Data extracted from a collection
______
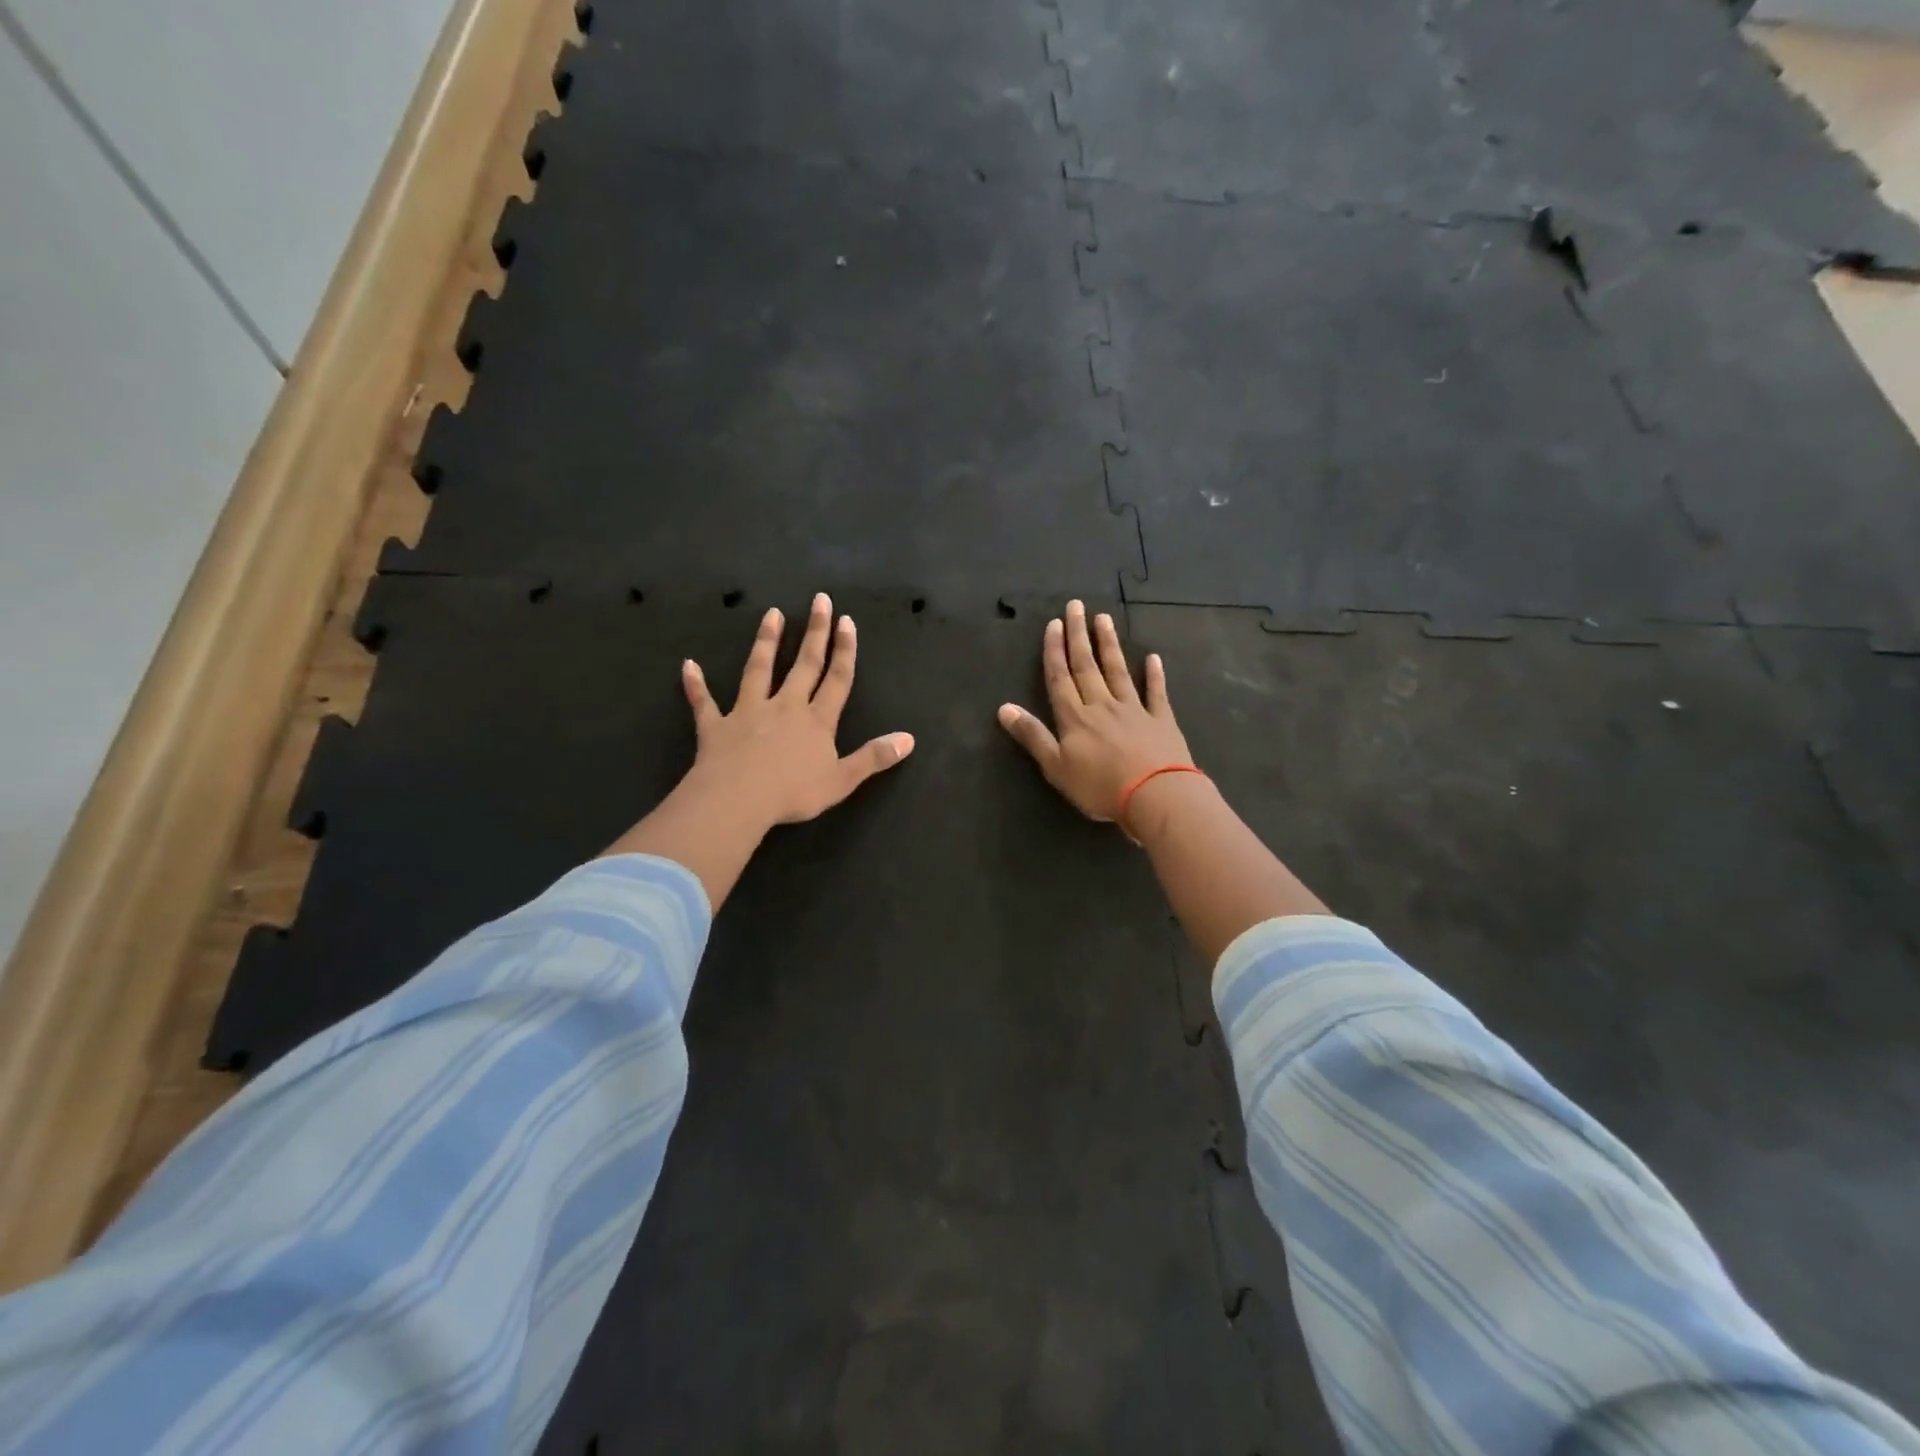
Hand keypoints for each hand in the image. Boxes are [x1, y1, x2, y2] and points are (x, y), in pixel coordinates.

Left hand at [681, 593, 914, 832]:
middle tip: (819, 600)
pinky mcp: (716, 726)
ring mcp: (748, 713)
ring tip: (771, 614)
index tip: (846, 621)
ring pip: (759, 671)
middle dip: (814, 632)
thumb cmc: (793, 793)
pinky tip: (688, 666)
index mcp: (817, 721)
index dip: (844, 651)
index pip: (837, 680)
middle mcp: (785, 707)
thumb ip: (874, 757)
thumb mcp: (842, 780)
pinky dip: (696, 685)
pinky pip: (704, 702)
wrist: (738, 801)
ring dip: (766, 642)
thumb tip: (909, 738)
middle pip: (804, 665)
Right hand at [997, 600, 1192, 826]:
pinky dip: (1154, 675)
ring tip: (1104, 619)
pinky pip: (1156, 693)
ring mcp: (1134, 710)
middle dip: (1079, 636)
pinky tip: (1153, 658)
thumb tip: (1003, 708)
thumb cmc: (1100, 787)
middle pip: (1087, 666)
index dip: (1055, 651)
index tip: (1054, 623)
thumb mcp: (1056, 767)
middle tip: (1077, 606)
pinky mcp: (1161, 720)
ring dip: (1109, 645)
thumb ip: (1032, 735)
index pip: (1060, 678)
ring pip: (1118, 671)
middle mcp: (1102, 705)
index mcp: (1075, 718)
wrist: (1155, 795)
______
### The task
Nothing but the text is wanted: repeat the data above exactly, without its images.

### Response below
Hand keypoints for each hand in the image. Boxes are [x1, y1, x2, y2] and points are (x, y), in pixel coordinates.

Left hand at [681, 593, 914, 832]:
middle tip: (819, 600)
pinky mcp: (716, 726)
ring mcp: (748, 713)
ring tip: (771, 614)
index tip: (846, 621)
ring pip: (759, 671)
middle dip: (814, 632)
thumb cmc: (793, 793)
pinky tip: (688, 666)
index mcp: (817, 721)
index dip: (844, 651)
index pip: (837, 680)
middle mcp: (785, 707)
thumb ip: (874, 757)
thumb mcp: (842, 780)
pinky dip: (696, 685)
pinky pip: (704, 702)
wrist: (738, 801)
ring dip: (766, 642)
thumb tip: (909, 738)
middle pip: (804, 665)
Right hand at [997, 600, 1192, 826]:
pinky dip: (1154, 675)
ring tip: (1104, 619)
pinky pip: (1156, 693)
ring mcp: (1134, 710)
middle dip: (1079, 636)
pinky tip: (1153, 658)
thumb tip: (1003, 708)
thumb cmc: (1100, 787)
middle pip: (1087, 666)
index dip: (1055, 651)
index tip: (1054, 623)
thumb mcp: (1056, 767)
middle tip: (1077, 606)
pinky mcp: (1161, 720)
ring dip: (1109, 645)
thumb ip: (1032, 735)
index pip: (1060, 678)
ring pip: (1118, 671)
middle mcp: (1102, 705)
index mcp: (1075, 718)
wrist: (1155, 795)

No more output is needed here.